Like we’re loved

*Scroll to the bottom of this post for the audio version.

We puppy-sat Nora, a 14-week-old English Bulldog, last week, and my children, as well as many of the neighborhood kids, were enamored with her.

PJ, Nora, and Chai playing tug of war

PJ, Nora, and Chai playing tug of war

But soon they discovered the not-so-pleasant side of caring for a pup. “She’s like a baby in her judgment but with a lot more mobility,” I reminded them when she chomped a plant in the garden, peed on the living room rug, or left tooth pricks in a Barbie doll’s arm.

“It’s a good thing she’s cute, huh?” I asked them. “Children and puppies. They require a lot of work, but at least they’re adorable.”

Chai was the only one who was happy to see Nora go back to her owners. Of course, the rest of us didn't have a puppy clawing at our face all week either.

Chai was the only one who was happy to see Nora go back to her owners. Of course, the rest of us didn’t have a puppy clawing at our face all week either.

They glared at her squashed face a moment more and then relented.


I find I still have that mentality with God.

He loves me because there is something inherently endearing about me.

I would never say it aloud, but the belief is there sometimes.

But the older I get, the more I understand how untrue it is—of myself or anyone, no matter how honorable or upright we seem.

In Lamentations, Jeremiah speaks of “compassionate” women of Jerusalem cooking and eating their own children (4:10). Before the starvation brought about by the siege of Babylon, these same women would have been appalled at the thought, but distress revealed a darkness in their hearts that had been there all along.

It is hard for me, too, to imagine myself capable of the horrific acts I read about in news articles. But I am. Put me in the right (or wrong) circumstances, strip me of comforts and necessities, replace my upbringing with an abusive situation…

“But for the grace of God,” my father used to say.

This truth is actually not discouraging (despite how it makes us feel). Reminders of our incapacity for good help us see that the love of God is certain—no matter what we do or don’t do.

This past season my husband’s soccer team made a poster for their locker room, and they put it right above the doorway they walk through on their way to the field. It read, big and bold, “Play like you’re loved.”

Perfect love casts out fear.

The fear we all have of God (it’s a good and necessary place to start in our relationship with Him) is based on the right belief that we can never measure up. God answered this fear with a love that fully accepts our inability to deserve it. His love has no conditions for us.
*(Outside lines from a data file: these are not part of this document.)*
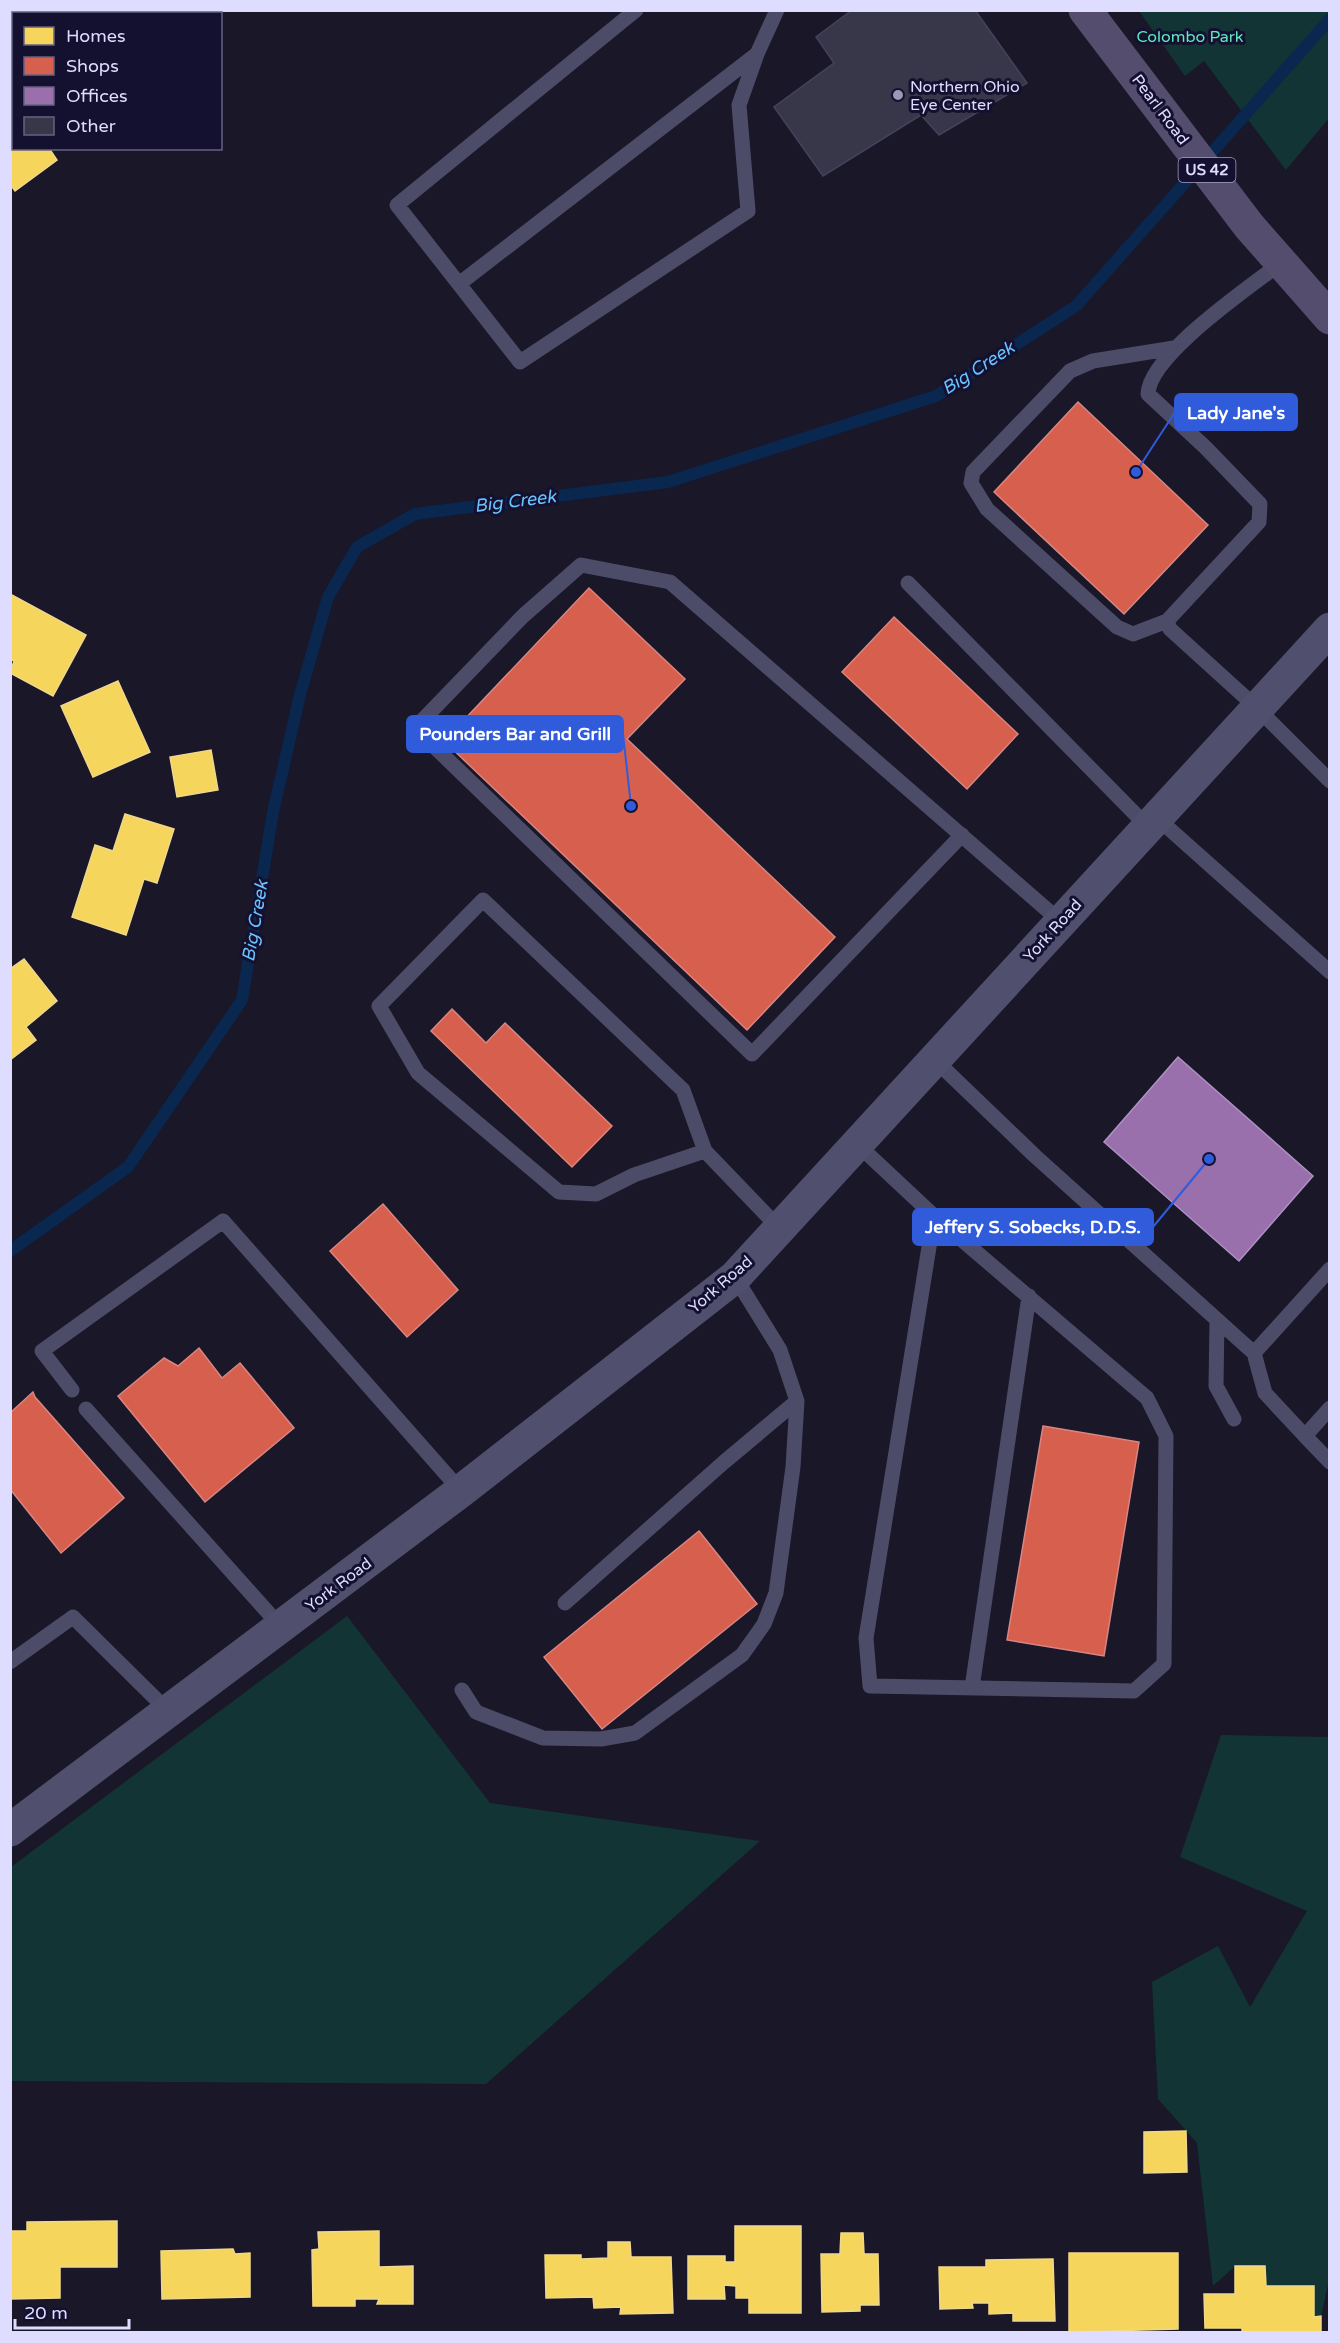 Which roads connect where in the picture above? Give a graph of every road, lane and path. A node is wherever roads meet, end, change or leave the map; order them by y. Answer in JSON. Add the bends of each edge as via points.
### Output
{"nodes":[{"id":1,"x":636,"y":10,"type":"edge"},
{"id":2,"x":777,"y":10,"type":"edge"},
{"id":3,"x":1085,"y":10,"type":"edge"},
{"id":4,"x":757,"y":54,"type":"junction"},
{"id":5,"x":1282,"y":262,"type":"junction"},
{"id":6,"x":459,"y":284,"type":"junction"},
{"id":7,"x":1329,"y":318,"type":"edge"},
{"id":8,"x":1174,"y":348,"type":"junction"},
{"id":9,"x":908,"y":583,"type":"dead end"},
{"id":10,"x":1167,"y":621,"type":"junction"},
{"id":11,"x":1329,"y":629,"type":"edge"},
{"id":12,"x":1256,"y":707,"type":"junction"},
{"id":13,"x":1329,"y":781,"type":"edge"},
{"id":14,"x":1151,"y":821,"type":"junction"},
{"id":15,"x":962,"y":835,"type":"junction"},
{"id":16,"x":1060,"y":921,"type":"junction"},
{"id":17,"x":1329,"y":972,"type":"edge"},
{"id":18,"x":934,"y":1059,"type":"junction"},
{"id":19,"x":856,"y":1143,"type":"junction"},
{"id":20,"x":705,"y":1152,"type":"junction"},
{"id":21,"x":934,"y":1216,"type":"junction"},
{"id":22,"x":779,"y":1228,"type":"junction"},
{"id":23,"x":1329,"y":1269,"type":"edge"},
{"id":24,"x":735,"y":1276,"type":"junction"},
{"id":25,"x":1029,"y":1296,"type":"junction"},
{"id":26,"x":1217,"y":1320,"type":"junction"},
{"id":27,"x":1254,"y":1353,"type":"junction"},
{"id":28,"x":72,"y":1390,"type":"dead end"},
{"id":29,"x":797,"y":1401,"type":"junction"},
{"id":30,"x":1329,"y":1408,"type":"edge"},
{"id":31,"x":86,"y":1409,"type":"dead end"},
{"id":32,"x":1234,"y":1419,"type":"dead end"},
{"id":33,"x":1305,"y":1436,"type":"junction"},
{"id":34,"x":1329,"y":1462,"type":"edge"},
{"id":35,"x":461,"y":1491,"type":"junction"},
{"id":36,"x":565,"y":1603,"type":"dead end"},
{"id":37,"x":281,"y":1627,"type":"junction"},
{"id":38,"x":10,"y":1662,"type":"edge"},
{"id":39,"x":972,"y":1688,"type":"junction"},
{"id":40,"x":462,"y":1690,"type":"dead end"},
{"id":41,"x":169,"y":1712,"type":"junction"},
{"id":42,"x":10,"y":1830,"type":"edge"}],
"edges":[{"from":1,"to":6,"type":"lane","via":[[397,205]]},
{"from":2,"to":4,"type":"lane"},
{"from":3,"to":5,"type":"main road","name":"Pearl Road","number":"US 42","via":[[1249,226]]},
{"from":4,"to":6,"type":"lane"},
{"from":4,"to":6,"type":"lane","via":[[740,105],[748,211],[520,362]]},
{"from":5,"to":7,"type":"main road","name":"Pearl Road","number":"US 42"},
{"from":5,"to":8,"type":"lane"},
{"from":8,"to":10,"type":"lane","via":[[1148,383],[1148,394],[1260,504],[1259,522]]},
{"from":8,"to":10,"type":"lane","via":[[1093,361],[1070,371],[974,472],[971,483],[987,509],[1118,627],[1133,634]]},
{"from":9,"to":14,"type":"lane"},
{"from":10,"to":12,"type":"lane","via":[[1170,629]]},
{"from":11,"to":12,"type":"main road","name":"York Road"},
{"from":12,"to":13,"type":"lane"},
{"from":12,"to":14,"type":"main road","name":"York Road"},
{"from":14,"to":16,"type":"main road","name":"York Road"},
{"from":14,"to":17,"type":"lane"},
{"from":15,"to":15,"type":"lane","via":[[670,582],[581,565],[523,616],[415,728],[752,1054]]},
{"from":15,"to":16,"type":"lane"},
{"from":16,"to":18,"type":"main road","name":"York Road"},
{"from":18,"to":19,"type":"main road","name":"York Road"},
{"from":18,"to":26,"type":"lane"},
{"from":19,"to":21,"type":"lane"},
{"from":19,"to":22,"type":"main road","name":"York Road"},
{"from":20,"to":20,"type":"lane","via":[[682,1090],[483,900],[379,1006],[418,1073],[560,1192],[596,1194],[634,1175]]},
{"from":20,"to":22,"type":"lane"},
{"from":21,"to":25,"type":"lane"},
{"from":21,"to":39,"type":"lane","via":[[866,1638],[870,1686]]},
{"from":22,"to":24,"type":"main road","name":"York Road"},
{"from":23,"to":27,"type":"lane"},
{"from":24,"to":29,"type":"lane","via":[[780,1350]]},
{"from":24,"to":35,"type":"main road","name":"York Road"},
{"from":25,"to":39,"type":"lane"},
{"from":25,"to":39,"type":"lane","via":[[1147,1398],[1166,1436],[1164,1664],[1134,1690]]},
{"from":26,"to":27,"type":"lane"},
{"from":26,"to":32,"type":"lane","via":[[1216,1386]]},
{"from":27,"to":33,"type":"lane","via":[[1265,1393]]},
{"from":28,"to":35,"type":"lane","via":[[42,1351],[223,1221]]},
{"from":29,"to":36,"type":"lane"},
{"from":29,"to":40,"type":"lane","via":[[793,1467],[776,1593],[764,1624],[742,1655],[635,1733],[601,1739],[543,1738],[476,1712]]},
{"from":30,"to":33,"type":"lane"},
{"from":31,"to":37,"type":"lane"},
{"from":33,"to":34,"type":"lane"},
{"from":35,"to":37,"type":"main road","name":"York Road"},
{"from":37,"to":41,"type":"main road","name":"York Road"},
{"from":38,"to":41,"type":"lane","via":[[73,1617]]},
{"from":41,"to":42,"type":"main road","name":"York Road"}]}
We cannot earn it, and He has never expected us to.

Yet we still “play to be loved,” and we are always disappointed to find that all our efforts effect no true change in us. We do all kinds of good works and find that the bitterness or envy or self-loathing in our hearts is still there!

How paradoxical that only when we give up the striving to change ourselves can we be changed—by a love that is not dependent on our changing!
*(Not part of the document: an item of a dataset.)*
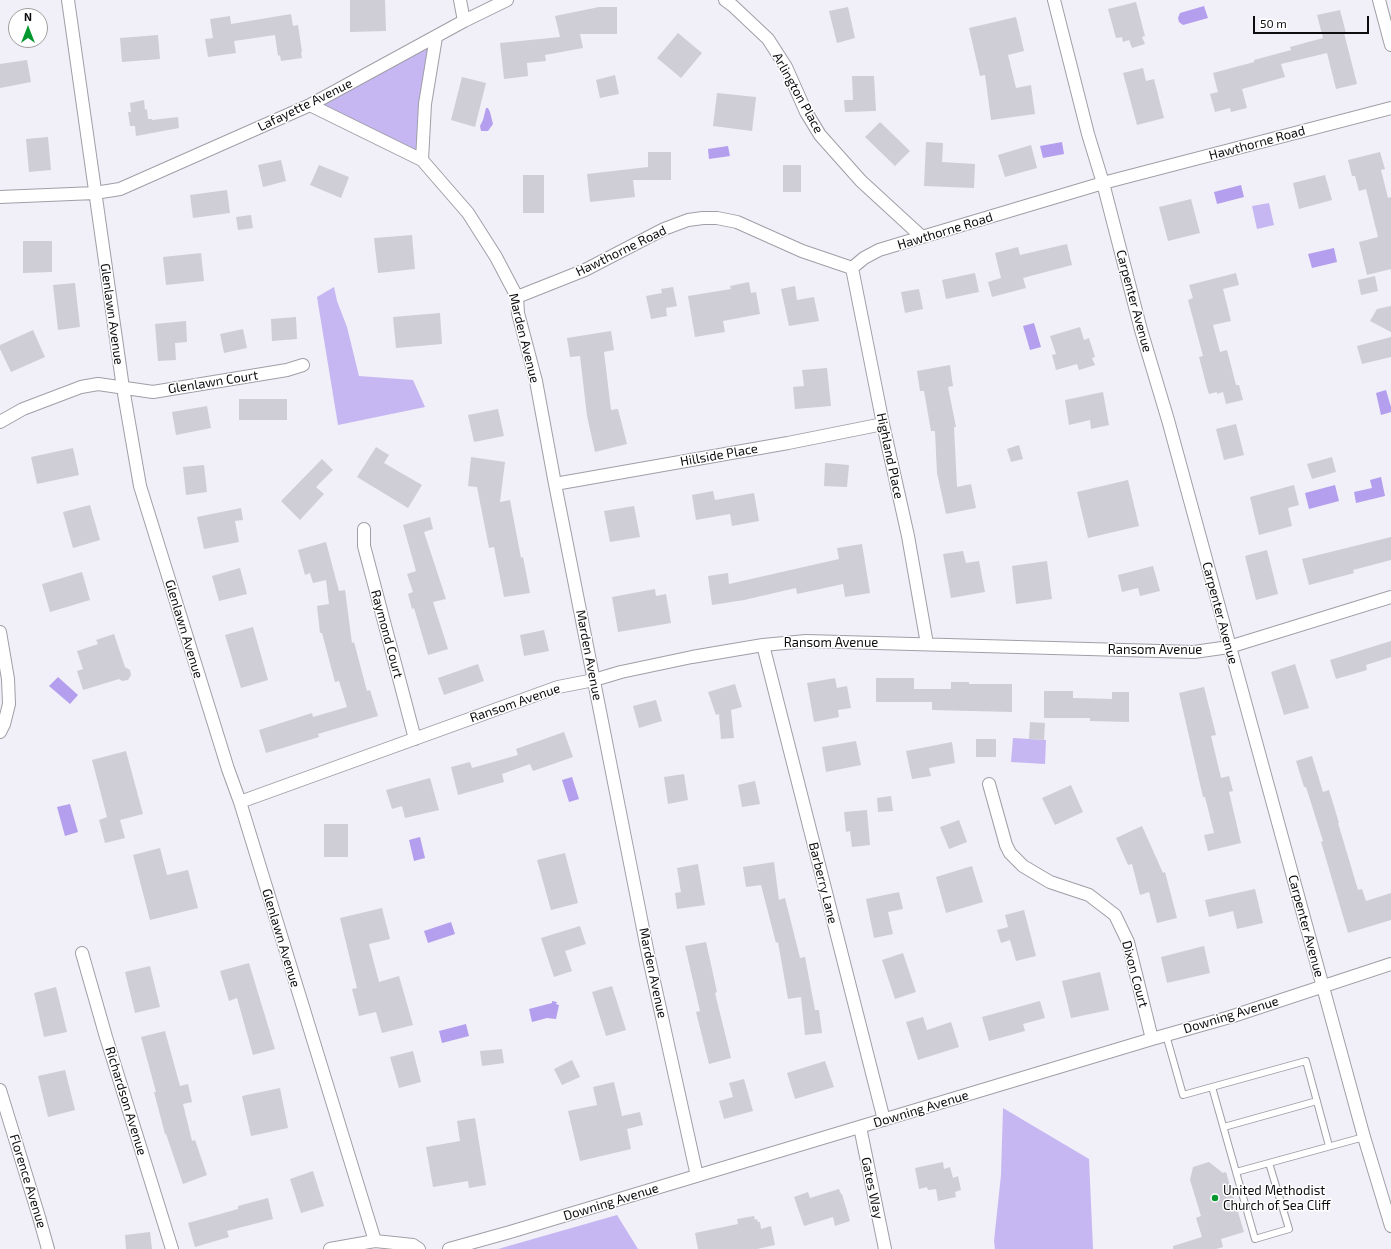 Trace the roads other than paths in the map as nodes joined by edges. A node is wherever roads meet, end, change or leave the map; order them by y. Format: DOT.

In the early pages of The Practice of the Presence of God, written about and by Brother Lawrence, a lay monk in the 17th century, his interviewer shared this about him. “When he sinned, he confessed it to God with these words: ‘I can do nothing better without You. Please keep me from falling and correct the mistakes I make.’ After that he did not feel guilty about the sin.” … “Brother Lawrence was aware of his sins and was not at all surprised by them. ‘That is my nature,’ he would say, ‘the only thing I know how to do.’ He simply confessed his sins to God, without pleading with Him or making excuses. After this, he was able to peacefully resume his regular activity of love and adoration. If Brother Lawrence didn’t sin, he thanked God for it, because only God’s grace could keep him from sinning.”
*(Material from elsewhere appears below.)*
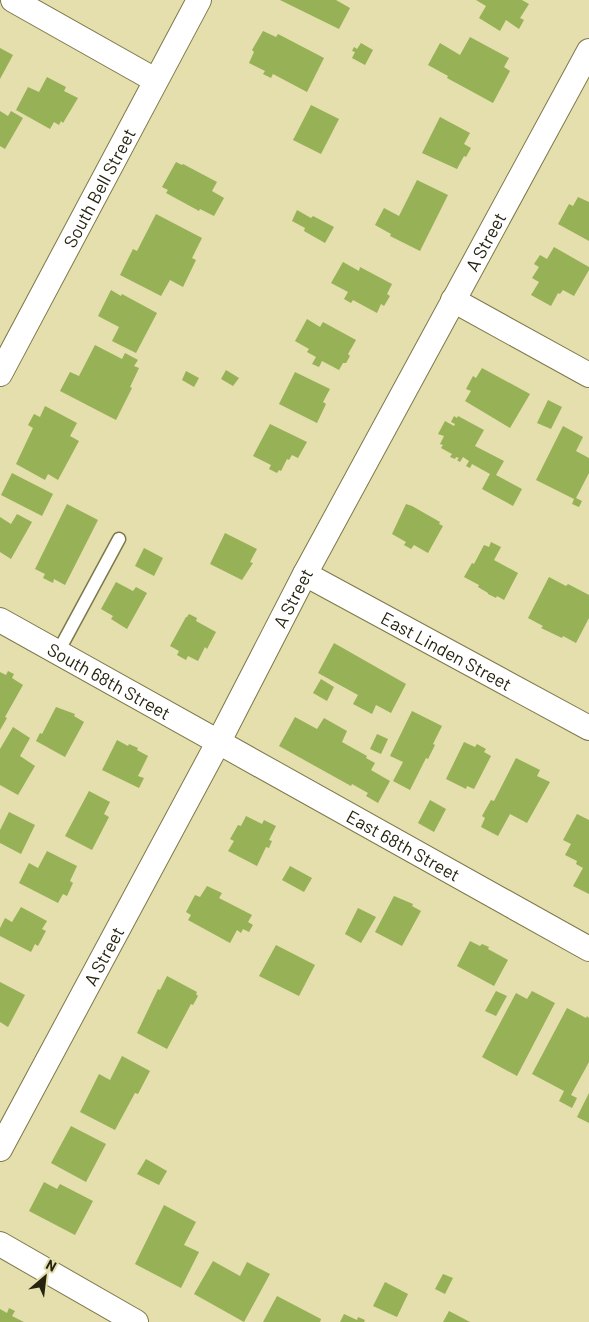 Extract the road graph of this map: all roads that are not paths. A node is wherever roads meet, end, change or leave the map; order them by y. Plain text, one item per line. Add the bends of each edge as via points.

It is biblical to sorrow over our sin, but when we beat ourselves up over it, it is a reverse kind of pride. We get down on ourselves because we believe we are capable of better.

But we’re not, and it is far more profitable to confess and move on into God’s unconditional love. Confession is simply admitting to God, “I am sinful, and You are not. I acknowledge that great difference and Your perfection, and I am grateful You did something about it.”

He did do something about our inability! He did something incredible! And the result of that amazing sacrifice is that He is in us! We are in Him!

The “Play like you’re loved” poster came from the team’s season verse, John 17:23, in which Christ says, “I in them and you in me—so that they may be brought to complete unity. Then the world will know that you sent me and have loved them even as you have loved me.”

This day, let’s play, live, work, and be like we are loved!

2 thoughts on “Like we’re loved

  1. Jen, I am continually blessed by your posts. You put into words what I experience and feel. Thank you especially for this reminder that we don’t need to beat ourselves up over our sins; too often I do that. Lately I have begun singing the Doxology any time that I get sidetracked by regrets. It’s hard to focus on my sin when I am singing “Praise God, from Whom all blessings flow…”

    • Wonderful idea, Susan! When my kids were a little younger, I would launch into “I need thee every hour” whenever I was frustrated with them. they started to recognize it and would say, “uh-oh, Mom’s getting stressed!”